-- Provided entries --
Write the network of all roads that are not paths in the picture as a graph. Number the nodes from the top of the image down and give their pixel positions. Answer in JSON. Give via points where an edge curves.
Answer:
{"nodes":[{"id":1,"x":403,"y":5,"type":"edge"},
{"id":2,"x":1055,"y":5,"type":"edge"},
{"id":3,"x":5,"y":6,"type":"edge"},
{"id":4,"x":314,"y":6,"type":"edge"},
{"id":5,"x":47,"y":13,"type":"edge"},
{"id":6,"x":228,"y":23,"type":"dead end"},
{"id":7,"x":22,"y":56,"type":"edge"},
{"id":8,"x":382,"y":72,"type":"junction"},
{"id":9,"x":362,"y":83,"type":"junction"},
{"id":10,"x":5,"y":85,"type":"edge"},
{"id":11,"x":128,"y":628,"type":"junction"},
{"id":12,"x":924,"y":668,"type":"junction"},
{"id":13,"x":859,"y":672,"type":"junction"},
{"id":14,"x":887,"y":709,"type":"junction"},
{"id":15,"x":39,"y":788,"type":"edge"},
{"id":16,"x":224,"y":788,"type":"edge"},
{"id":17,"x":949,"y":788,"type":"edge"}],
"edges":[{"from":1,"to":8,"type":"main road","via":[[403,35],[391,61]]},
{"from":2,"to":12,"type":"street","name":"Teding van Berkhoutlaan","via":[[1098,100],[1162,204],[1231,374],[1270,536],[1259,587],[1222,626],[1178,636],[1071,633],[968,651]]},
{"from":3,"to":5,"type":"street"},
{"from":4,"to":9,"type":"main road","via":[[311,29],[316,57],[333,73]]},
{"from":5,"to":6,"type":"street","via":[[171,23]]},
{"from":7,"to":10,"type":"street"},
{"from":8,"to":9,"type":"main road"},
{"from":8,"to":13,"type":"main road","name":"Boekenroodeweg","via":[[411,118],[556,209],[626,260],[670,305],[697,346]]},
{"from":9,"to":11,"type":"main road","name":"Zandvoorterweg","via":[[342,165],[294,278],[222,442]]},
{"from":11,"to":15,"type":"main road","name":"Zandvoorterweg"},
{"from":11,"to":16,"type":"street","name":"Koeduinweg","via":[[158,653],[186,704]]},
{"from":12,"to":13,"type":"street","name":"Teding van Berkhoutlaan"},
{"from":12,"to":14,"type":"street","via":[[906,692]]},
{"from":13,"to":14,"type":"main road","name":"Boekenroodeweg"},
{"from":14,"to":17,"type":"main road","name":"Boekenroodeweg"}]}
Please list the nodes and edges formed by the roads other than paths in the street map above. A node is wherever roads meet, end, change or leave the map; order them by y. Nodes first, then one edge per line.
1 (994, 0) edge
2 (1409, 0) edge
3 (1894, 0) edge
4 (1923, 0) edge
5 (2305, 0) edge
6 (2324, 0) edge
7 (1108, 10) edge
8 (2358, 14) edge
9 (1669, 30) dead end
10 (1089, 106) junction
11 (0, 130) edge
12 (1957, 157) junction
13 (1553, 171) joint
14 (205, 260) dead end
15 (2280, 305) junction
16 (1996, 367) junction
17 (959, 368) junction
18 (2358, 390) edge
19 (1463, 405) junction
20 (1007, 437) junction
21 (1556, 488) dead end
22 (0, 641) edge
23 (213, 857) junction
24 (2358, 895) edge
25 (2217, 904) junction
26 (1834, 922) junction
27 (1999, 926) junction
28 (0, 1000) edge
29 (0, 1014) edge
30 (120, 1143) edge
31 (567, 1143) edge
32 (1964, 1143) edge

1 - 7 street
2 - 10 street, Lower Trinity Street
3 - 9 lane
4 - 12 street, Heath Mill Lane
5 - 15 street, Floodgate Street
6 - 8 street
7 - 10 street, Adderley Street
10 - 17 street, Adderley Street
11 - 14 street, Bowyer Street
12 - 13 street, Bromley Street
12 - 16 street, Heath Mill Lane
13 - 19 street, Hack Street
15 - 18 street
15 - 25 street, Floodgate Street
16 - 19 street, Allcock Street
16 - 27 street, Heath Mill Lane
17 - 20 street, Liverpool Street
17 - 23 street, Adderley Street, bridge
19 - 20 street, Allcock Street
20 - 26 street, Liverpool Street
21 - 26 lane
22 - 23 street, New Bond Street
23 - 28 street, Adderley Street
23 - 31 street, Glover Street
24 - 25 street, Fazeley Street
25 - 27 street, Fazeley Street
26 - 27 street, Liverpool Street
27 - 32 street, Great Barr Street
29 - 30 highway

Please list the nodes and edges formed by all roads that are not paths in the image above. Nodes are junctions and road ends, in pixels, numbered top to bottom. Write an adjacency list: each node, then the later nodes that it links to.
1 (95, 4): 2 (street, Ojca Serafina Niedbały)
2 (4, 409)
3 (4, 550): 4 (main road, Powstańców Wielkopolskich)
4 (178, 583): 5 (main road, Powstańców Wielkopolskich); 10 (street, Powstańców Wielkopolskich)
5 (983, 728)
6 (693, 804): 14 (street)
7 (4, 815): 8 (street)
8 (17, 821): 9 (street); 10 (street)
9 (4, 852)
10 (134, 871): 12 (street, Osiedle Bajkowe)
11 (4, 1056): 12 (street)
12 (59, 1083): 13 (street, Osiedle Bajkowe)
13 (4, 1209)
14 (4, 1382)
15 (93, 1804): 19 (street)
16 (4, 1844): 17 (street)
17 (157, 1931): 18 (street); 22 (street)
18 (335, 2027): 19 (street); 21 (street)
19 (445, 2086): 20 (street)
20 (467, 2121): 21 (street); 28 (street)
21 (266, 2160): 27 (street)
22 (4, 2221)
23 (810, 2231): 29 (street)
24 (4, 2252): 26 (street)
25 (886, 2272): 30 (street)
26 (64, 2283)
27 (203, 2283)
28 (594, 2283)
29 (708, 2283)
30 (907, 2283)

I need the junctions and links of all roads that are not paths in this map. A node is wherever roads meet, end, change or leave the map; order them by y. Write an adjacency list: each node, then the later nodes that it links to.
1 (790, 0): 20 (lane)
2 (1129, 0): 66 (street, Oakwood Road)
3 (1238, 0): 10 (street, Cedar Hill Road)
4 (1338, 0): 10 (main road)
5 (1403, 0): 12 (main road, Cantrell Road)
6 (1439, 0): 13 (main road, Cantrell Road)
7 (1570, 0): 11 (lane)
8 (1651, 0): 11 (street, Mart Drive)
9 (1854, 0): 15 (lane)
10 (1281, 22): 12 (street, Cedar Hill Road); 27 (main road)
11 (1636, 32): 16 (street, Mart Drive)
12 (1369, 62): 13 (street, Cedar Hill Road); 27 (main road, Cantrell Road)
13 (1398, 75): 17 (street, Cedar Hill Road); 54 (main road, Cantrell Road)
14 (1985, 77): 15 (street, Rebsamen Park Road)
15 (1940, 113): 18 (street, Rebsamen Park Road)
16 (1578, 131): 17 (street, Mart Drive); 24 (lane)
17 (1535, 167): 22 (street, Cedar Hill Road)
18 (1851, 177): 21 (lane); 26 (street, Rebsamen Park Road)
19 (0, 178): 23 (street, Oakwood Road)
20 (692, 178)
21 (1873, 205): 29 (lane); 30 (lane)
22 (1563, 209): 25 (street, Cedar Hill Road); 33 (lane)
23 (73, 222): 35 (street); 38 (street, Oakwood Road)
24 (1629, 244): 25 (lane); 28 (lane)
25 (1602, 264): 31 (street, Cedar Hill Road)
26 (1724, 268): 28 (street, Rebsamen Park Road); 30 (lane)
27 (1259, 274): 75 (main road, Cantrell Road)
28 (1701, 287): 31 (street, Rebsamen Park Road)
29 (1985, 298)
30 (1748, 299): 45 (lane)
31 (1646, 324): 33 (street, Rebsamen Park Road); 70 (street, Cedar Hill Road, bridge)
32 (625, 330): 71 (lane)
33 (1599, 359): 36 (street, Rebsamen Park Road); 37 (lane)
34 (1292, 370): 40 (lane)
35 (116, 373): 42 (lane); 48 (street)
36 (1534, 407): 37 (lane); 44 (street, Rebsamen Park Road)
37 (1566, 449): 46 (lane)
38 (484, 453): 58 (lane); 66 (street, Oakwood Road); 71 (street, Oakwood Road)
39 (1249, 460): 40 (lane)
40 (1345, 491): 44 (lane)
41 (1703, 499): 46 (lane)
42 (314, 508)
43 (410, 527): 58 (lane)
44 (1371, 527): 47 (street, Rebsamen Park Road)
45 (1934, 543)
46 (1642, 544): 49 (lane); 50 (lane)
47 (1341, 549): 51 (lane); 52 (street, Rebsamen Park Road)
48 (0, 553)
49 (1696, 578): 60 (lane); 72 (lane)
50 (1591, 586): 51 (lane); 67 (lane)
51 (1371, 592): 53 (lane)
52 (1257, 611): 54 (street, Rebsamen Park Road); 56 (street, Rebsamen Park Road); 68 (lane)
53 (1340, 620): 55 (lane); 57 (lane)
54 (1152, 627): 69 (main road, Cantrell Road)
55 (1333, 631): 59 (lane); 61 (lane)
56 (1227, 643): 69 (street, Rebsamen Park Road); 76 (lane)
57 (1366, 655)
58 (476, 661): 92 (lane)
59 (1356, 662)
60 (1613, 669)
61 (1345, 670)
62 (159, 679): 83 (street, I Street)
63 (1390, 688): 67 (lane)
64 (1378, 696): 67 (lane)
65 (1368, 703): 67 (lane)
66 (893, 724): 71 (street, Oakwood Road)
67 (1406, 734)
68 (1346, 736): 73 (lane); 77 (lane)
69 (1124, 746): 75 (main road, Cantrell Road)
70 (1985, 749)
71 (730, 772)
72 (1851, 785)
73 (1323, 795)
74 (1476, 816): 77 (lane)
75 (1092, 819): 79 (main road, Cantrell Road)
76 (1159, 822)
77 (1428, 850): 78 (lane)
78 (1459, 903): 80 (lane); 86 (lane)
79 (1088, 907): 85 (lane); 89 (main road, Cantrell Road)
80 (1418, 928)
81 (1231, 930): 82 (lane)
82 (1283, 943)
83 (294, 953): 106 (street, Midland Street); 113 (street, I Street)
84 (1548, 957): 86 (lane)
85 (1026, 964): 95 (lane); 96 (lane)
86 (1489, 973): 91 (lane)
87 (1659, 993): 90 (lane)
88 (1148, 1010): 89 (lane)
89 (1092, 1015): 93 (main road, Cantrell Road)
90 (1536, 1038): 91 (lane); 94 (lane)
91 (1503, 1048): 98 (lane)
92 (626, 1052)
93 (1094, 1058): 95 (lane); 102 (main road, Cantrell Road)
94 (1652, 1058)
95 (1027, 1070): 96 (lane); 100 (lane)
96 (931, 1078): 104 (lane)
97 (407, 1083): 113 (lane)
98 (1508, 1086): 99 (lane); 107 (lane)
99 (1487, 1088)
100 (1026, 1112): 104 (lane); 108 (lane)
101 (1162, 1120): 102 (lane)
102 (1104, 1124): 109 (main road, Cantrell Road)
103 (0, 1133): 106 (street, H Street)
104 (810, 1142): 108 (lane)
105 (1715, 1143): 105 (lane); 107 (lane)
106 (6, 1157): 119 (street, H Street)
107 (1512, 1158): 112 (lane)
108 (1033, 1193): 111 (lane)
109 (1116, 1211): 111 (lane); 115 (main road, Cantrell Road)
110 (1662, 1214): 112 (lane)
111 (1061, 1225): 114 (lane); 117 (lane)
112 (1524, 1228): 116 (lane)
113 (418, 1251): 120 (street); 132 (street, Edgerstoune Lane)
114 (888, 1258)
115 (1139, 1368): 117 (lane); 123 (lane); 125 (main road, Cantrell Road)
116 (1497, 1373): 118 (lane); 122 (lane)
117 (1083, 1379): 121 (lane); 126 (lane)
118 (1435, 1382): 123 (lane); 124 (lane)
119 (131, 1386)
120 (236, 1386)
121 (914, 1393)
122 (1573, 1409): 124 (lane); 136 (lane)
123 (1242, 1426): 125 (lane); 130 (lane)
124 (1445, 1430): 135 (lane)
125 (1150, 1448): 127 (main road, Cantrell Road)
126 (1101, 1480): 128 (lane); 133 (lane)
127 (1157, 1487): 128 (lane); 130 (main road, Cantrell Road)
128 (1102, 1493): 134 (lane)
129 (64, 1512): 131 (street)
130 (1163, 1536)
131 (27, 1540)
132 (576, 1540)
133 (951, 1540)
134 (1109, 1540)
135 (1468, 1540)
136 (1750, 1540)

-- Assignment --
Throughout the material above, report each line holding the word "list".

-- Answer for the task --
Please list the nodes and edges formed by the roads other than paths in the street map above. A node is wherever roads meet, end, change or leave the map; order them by y. Nodes first, then one edge per line.
Please list the nodes and edges formed by all roads that are not paths in the image above. Nodes are junctions and road ends, in pixels, numbered top to bottom. Write an adjacency list: each node, then the later nodes that it links to.
I need the junctions and links of all roads that are not paths in this map. A node is wherever roads meet, end, change or leave the map; order them by y. Write an adjacency list: each node, then the later nodes that it links to.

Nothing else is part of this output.